Obviously the endorsement of South Carolina Rep. Jim Clyburn would be a big deal for Obama. But, if it comes at the cost of awkwardly moving race to the center of the nomination fight (both in South Carolina and elsewhere), it could end up being counter-productive. From today's New York Times:
Mr. Clyburn, a veteran of the civil rights movement and a power in state Democratic politics, put himself on the sidelines more than a year ago to help secure an early primary for South Carolina, saying he wanted to encourage all candidates to take part. But he said recent remarks by the Clintons that he saw as distorting civil rights history could change his mind.
“We have to be very, very careful about how we speak about that era in American politics,” said Mr. Clyburn, who was shaped by his searing experiences as a youth in the segregated South and his own activism in those days. “It is one thing to run a campaign and be respectful of everyone’s motives and actions, and it is something else to denigrate those. That bothered me a great deal.”

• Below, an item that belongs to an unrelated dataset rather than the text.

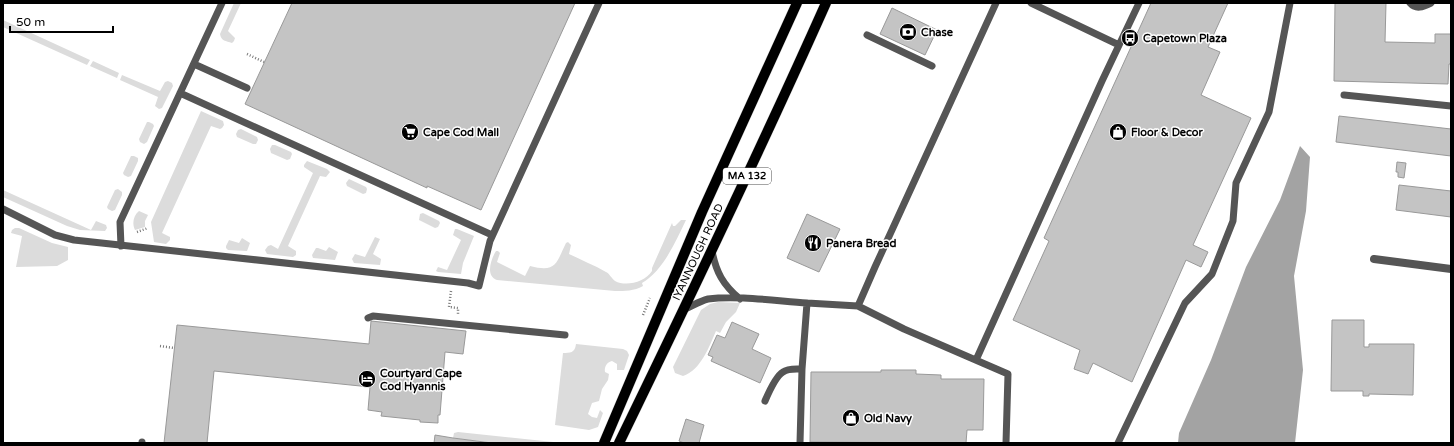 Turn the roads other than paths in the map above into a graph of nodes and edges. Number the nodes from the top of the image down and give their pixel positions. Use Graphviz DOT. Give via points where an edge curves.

My sense is Obama's going to win African Americans in South Carolina by an overwhelming margin with or without Clyburn's endorsement. But if the form of the endorsement, or the run-up to it, were to somehow drive a wedge between the black and white communities there, that's a problem, since Obama should be able to attract a lot of white votes there, too.
In his defense, Clyburn doesn't say anything especially controversial here. But implications matter a great deal. And these are the Clintons we're talking about, not Bill O'Reilly. I don't think anyone doubts their purity of heart on race, which might make Clyburn's comments sound a little unfair.
Anyway, this is all so fraught I get queasy just thinking about it...
Update: Ben Smith takes a look at the complete back-and-forth over the alleged racial slights. The view that comes through here, albeit implicitly, is that this stuff benefits Obama.
I'm not at all convinced of this. The mini-uproar may help Obama win South Carolina--especially since native son John Edwards should siphon white votes from Hillary if he stays in the race. But I think racial tension beyond South Carolina probably hurts Obama--both in narrow tactical ways (he's going to need a chunk of white independents on February 5; it could also create a backlash among Hispanics), and in broad, thematic ways (his candidacy is so attractive to many voters because they see it as an opportunity for racial healing).
That said, all this really just hurts the party. If you were cynical, you could argue that the Clintons have an interest in keeping this going beyond South Carolina, for the reasons just mentioned. But any benefit Hillary would reap from racial division in the primaries could be pretty costly in the general.
Ugh. I wish we could just shove all this toothpaste back in the tube, but something tells me that's wishful thinking.